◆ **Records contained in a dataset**
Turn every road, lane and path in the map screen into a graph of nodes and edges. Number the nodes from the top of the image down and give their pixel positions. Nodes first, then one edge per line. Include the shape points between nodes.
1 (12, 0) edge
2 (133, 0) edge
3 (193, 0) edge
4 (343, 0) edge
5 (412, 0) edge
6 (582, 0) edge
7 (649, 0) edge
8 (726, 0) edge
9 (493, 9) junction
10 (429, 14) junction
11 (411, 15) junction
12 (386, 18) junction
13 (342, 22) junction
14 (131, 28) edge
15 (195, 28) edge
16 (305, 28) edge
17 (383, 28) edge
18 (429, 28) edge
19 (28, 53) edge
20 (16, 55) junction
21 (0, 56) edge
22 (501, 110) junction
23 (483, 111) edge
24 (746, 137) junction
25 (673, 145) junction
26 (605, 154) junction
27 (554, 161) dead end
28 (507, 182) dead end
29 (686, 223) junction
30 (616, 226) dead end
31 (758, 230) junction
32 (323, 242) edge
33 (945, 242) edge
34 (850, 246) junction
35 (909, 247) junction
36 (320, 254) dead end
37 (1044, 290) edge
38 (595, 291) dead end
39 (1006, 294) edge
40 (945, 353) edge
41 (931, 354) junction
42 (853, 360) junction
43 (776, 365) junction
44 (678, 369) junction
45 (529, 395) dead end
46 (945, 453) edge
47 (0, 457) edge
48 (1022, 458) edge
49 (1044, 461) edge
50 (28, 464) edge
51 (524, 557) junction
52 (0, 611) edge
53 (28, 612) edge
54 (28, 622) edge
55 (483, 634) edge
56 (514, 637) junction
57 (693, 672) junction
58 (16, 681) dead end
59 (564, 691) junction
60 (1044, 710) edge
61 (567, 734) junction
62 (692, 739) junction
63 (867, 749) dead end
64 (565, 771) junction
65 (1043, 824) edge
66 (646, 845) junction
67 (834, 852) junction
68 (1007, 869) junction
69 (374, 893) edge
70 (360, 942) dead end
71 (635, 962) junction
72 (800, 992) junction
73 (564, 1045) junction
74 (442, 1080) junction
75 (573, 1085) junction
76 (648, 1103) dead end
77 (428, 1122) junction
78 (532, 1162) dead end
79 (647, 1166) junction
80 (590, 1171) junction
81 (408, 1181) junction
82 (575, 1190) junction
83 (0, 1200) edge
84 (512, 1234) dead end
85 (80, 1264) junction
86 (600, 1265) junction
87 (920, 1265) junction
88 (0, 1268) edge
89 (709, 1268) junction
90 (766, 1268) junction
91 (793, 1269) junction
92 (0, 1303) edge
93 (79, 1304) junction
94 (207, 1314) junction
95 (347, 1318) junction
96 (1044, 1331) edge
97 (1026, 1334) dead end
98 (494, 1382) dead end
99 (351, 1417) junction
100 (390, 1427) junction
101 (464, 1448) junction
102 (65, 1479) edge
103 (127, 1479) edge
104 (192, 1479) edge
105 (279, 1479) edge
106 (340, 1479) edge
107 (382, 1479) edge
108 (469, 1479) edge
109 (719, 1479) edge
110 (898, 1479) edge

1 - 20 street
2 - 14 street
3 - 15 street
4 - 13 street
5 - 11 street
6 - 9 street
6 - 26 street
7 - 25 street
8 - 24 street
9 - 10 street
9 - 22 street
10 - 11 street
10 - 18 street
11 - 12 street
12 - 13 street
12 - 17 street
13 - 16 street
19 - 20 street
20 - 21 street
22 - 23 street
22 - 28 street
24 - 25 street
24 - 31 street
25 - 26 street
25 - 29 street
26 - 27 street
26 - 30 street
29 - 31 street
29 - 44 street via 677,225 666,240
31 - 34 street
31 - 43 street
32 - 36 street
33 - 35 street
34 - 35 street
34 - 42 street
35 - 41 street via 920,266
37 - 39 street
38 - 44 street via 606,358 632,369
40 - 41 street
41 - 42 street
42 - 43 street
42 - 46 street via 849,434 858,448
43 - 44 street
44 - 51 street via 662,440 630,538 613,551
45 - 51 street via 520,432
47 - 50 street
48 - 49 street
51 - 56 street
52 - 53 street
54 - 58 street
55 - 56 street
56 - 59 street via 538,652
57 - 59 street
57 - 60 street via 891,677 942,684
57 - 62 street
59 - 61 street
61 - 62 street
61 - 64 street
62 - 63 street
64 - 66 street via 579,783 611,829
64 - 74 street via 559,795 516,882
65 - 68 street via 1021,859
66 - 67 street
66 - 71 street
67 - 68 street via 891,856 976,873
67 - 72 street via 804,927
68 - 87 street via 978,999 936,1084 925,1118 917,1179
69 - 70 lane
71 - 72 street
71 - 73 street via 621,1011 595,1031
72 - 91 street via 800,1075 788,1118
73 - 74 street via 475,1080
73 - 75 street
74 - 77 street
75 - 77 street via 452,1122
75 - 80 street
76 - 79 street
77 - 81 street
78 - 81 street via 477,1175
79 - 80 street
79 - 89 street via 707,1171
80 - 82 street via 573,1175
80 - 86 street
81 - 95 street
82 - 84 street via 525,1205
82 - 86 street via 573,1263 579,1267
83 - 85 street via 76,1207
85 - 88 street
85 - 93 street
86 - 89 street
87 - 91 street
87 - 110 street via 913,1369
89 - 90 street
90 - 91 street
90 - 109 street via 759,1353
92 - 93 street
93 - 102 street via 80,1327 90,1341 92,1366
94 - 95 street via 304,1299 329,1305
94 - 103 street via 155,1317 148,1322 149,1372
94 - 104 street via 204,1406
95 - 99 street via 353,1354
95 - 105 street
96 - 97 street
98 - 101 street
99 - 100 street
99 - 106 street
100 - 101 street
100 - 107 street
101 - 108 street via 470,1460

◆ **TASK ITEM**
All of the records above should be copied exactly.

◆ **EXPECTED ANSWER**
Turn every road, lane and path in the map screen into a graph of nodes and edges. Number the nodes from the top of the image down and give their pixel positions. Nodes first, then one edge per line. Include the shape points between nodes.
1 (12, 0) edge
2 (133, 0) edge
3 (193, 0) edge
4 (343, 0) edge
5 (412, 0) edge
6 (582, 0) edge
7 (649, 0) edge
8 (726, 0) edge
9 (493, 9) junction
10 (429, 14) junction
11 (411, 15) junction
12 (386, 18) junction
13 (342, 22) junction
14 (131, 28) edge
15 (195, 28) edge
16 (305, 28) edge
17 (383, 28) edge
18 (429, 28) edge
19 (28, 53) edge
20 (16, 55) junction
21 (0, 56) edge
22 (501, 110) junction
23 (483, 111) edge
24 (746, 137) junction
25 (673, 145) junction
26 (605, 154) junction
27 (554, 161) dead end
28 (507, 182) dead end
29 (686, 223) junction
30 (616, 226) dead end
31 (758, 230) junction
32 (323, 242) edge
33 (945, 242) edge
34 (850, 246) junction
35 (909, 247) junction
36 (320, 254) dead end
37 (1044, 290) edge
38 (595, 291) dead end
39 (1006, 294) edge
40 (945, 353) edge
41 (931, 354) junction
42 (853, 360) junction
43 (776, 365) junction
44 (678, 369) junction
45 (529, 395) dead end
46 (945, 453) edge
47 (0, 457) edge
48 (1022, 458) edge
49 (1044, 461) edge
50 (28, 464) edge
51 (524, 557) junction
52 (0, 611) edge
53 (28, 612) edge
54 (28, 622) edge
55 (483, 634) edge
56 (514, 637) junction
57 (693, 672) junction
58 (16, 681) dead end
59 (564, 691) junction
60 (1044, 710) edge
61 (567, 734) junction
62 (692, 739) junction
63 (867, 749) dead end
64 (565, 771) junction
65 (1043, 824) edge
66 (646, 845) junction
67 (834, 852) junction
68 (1007, 869) junction
69 (374, 893) edge
70 (360, 942) dead end
71 (635, 962) junction
72 (800, 992) junction
73 (564, 1045) junction
74 (442, 1080) junction
75 (573, 1085) junction
76 (648, 1103) dead end
77 (428, 1122) junction
78 (532, 1162) dead end
79 (647, 1166) junction
80 (590, 1171) junction
81 (408, 1181) junction
82 (575, 1190) junction
83 (0, 1200) edge
84 (512, 1234) dead end
85 (80, 1264) junction
86 (600, 1265) junction
87 (920, 1265) junction
88 (0, 1268) edge
89 (709, 1268) junction
90 (766, 1268) junction
91 (793, 1269) junction
92 (0, 1303) edge
93 (79, 1304) junction
94 (207, 1314) junction
95 (347, 1318) junction
96 (1044, 1331) edge
97 (1026, 1334) dead end
98 (494, 1382) dead end
99 (351, 1417) junction
100 (390, 1427) junction
101 (464, 1448) junction
102 (65, 1479) edge
103 (127, 1479) edge
104 (192, 1479) edge
105 (279, 1479) edge
106 (340, 1479) edge
107 (382, 1479) edge
108 (469, 1479) edge
109 (719, 1479) edge
110 (898, 1479) edge

1 - 20 street
2 - 14 street
3 - 15 street
4 - 13 street
5 - 11 street
6 - 9 street
6 - 26 street
7 - 25 street
8 - 24 street
9 - 10 street
9 - 22 street
10 - 11 street
10 - 18 street
11 - 12 street
12 - 13 street
12 - 17 street
13 - 16 street
19 - 20 street
20 - 21 street
22 - 23 street
22 - 28 street
24 - 25 street
24 - 31 street
25 - 26 street
25 - 29 street
26 - 27 street
26 - 30 street
29 - 31 street
29 - 44 street via 677,225 666,240
31 - 34 street
31 - 43 street
32 - 36 street
33 - 35 street
34 - 35 street
34 - 42 street
35 - 41 street via 920,266
37 - 39 street
38 - 44 street via 606,358 632,369
40 - 41 street
41 - 42 street
42 - 43 street
42 - 46 street via 849,434 858,448
43 - 44 street
44 - 51 street via 662,440 630,538 613,551
45 - 51 street via 520,432
47 - 50 street
48 - 49 street
51 - 56 street
52 - 53 street
54 - 58 street
55 - 56 street
56 - 59 street via 538,652
57 - 59 street
57 - 60 street via 891,677 942,684
57 - 62 street
59 - 61 street
61 - 62 street
61 - 64 street
62 - 63 street
64 - 66 street via 579,783 611,829
64 - 74 street via 559,795 516,882
65 - 68 street via 1021,859
66 - 67 street
66 - 71 street
67 - 68 street via 891,856 976,873
67 - 72 street via 804,927
68 - 87 street via 978,999 936,1084 925,1118 917,1179
69 - 70 lane
71 - 72 street
71 - 73 street via 621,1011 595,1031
72 - 91 street via 800,1075 788,1118
73 - 74 street via 475,1080
73 - 75 street
74 - 77 street
75 - 77 street via 452,1122
75 - 80 street
76 - 79 street
77 - 81 street
78 - 81 street via 477,1175
79 - 80 street
79 - 89 street via 707,1171
80 - 82 street via 573,1175
80 - 86 street
81 - 95 street
82 - 84 street via 525,1205
82 - 86 street via 573,1263 579,1267
83 - 85 street via 76,1207
85 - 88 street
85 - 93 street
86 - 89 street
87 - 91 street
87 - 110 street via 913,1369
89 - 90 street
90 - 91 street
90 - 109 street via 759,1353
92 - 93 street
93 - 102 street via 80,1327 90,1341 92,1366
94 - 95 street via 304,1299 329,1305
94 - 103 street via 155,1317 148,1322 149,1372
94 - 104 street via 204,1406
95 - 99 street via 353,1354
95 - 105 street
96 - 97 street
98 - 101 street
99 - 100 street
99 - 106 street
100 - 101 street
100 - 107 street
101 - 108 street via 470,1460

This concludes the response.